Air district offers DIY fixes for air purification during wildfires
The San Joaquin Valley Air Pollution Control District provides instructions on how families without an HVAC unit can filter PM 2.5 from smoke
CENTRAL VALLEY – It’s only July and fires are raging in California. While there is no major fire in Tulare County, smoke from fires in the state appears to be settling in the area. The San Joaquin Valley Air Pollution Control District borrows some DIY know-how about purifying the air in people’s homes.

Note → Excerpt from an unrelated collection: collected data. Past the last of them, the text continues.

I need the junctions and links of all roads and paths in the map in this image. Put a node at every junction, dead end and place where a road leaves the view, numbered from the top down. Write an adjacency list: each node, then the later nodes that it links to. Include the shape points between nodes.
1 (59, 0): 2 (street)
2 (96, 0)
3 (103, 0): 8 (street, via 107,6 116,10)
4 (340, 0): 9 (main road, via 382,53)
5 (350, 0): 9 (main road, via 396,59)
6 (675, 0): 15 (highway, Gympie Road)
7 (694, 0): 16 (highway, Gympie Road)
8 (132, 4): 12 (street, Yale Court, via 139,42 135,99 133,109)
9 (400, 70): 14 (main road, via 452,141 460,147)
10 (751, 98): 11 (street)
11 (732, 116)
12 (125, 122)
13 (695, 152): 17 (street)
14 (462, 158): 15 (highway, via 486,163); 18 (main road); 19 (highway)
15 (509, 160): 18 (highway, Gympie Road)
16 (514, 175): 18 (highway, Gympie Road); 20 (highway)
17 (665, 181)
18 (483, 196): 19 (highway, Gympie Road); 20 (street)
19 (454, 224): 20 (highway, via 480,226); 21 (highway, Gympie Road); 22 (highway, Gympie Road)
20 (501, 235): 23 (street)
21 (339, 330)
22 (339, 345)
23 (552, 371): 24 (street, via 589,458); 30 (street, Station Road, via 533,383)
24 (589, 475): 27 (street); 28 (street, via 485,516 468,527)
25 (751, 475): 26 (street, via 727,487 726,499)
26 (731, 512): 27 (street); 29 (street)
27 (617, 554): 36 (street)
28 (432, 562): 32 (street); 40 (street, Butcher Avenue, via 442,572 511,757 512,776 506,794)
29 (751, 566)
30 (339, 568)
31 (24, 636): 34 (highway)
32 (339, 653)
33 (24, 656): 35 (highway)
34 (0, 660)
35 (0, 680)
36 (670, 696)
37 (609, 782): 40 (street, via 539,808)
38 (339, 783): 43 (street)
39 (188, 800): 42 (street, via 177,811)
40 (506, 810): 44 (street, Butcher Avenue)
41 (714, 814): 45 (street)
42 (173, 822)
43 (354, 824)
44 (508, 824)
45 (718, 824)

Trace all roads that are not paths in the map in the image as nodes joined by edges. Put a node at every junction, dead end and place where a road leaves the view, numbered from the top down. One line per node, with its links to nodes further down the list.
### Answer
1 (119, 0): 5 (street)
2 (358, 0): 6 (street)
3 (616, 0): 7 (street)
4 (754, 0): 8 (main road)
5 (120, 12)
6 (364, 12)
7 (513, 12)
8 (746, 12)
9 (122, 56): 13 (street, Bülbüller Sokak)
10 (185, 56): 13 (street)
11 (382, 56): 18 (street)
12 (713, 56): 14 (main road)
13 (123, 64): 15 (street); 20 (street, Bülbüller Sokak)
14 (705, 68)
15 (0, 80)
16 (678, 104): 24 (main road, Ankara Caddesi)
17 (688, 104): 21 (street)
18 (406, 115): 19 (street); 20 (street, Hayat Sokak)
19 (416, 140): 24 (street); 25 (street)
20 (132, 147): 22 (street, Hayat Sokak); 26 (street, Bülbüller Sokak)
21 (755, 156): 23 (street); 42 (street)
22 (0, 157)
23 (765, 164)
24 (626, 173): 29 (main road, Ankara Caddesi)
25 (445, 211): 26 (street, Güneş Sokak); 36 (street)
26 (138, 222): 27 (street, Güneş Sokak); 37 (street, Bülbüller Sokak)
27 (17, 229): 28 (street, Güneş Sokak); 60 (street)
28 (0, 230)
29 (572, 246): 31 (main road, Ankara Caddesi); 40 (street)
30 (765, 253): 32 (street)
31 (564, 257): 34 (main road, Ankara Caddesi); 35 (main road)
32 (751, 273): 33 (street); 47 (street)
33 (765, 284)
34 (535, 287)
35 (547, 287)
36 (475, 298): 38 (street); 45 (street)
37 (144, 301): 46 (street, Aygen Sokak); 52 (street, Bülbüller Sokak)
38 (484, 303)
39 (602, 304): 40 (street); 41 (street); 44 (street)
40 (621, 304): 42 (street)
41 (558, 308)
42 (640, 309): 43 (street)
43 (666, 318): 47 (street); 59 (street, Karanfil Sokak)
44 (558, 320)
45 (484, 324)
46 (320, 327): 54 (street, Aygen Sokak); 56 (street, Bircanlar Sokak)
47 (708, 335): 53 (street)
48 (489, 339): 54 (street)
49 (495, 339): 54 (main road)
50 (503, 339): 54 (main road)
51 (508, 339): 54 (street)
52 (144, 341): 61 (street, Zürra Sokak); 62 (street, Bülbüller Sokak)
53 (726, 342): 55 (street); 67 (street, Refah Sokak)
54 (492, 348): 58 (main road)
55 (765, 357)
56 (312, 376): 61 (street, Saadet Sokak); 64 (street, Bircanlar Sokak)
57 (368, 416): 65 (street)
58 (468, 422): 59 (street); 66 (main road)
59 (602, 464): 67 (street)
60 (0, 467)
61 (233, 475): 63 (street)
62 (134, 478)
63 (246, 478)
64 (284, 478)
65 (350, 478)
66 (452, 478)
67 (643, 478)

According to the district, making your own air purifier is easy and inexpensive for individuals and families who may not have a functioning HVAC system or freestanding air filter in their home. Here’s how: Using a regular box fan and Minimum Efficiency Reporting Value (MERV) filter, such as those used in a home HVAC system, attach the filter to the back of the fan. MERV filters are rated from 1-20. The higher the rating, the better the filtration. A rating of 13 or higher is preferred. These devices should be used with extreme caution and should not be left unattended. Only use box fans manufactured in or after 2012. These fans have a fused plug, which prevents electrical fire if the appliance is knocked over. For additional resources on protecting yourself during wildfires, visit www.valleyair.org/wildfires.
A DIY air purifier for homes with HVACT system during wildfires can help when no other options are available. Otherwise, the district is urging Valley residents to stay indoors, in a filtered, air-conditioned environment to escape the high concentrations of PM2.5 (particulate matter) found in smoke.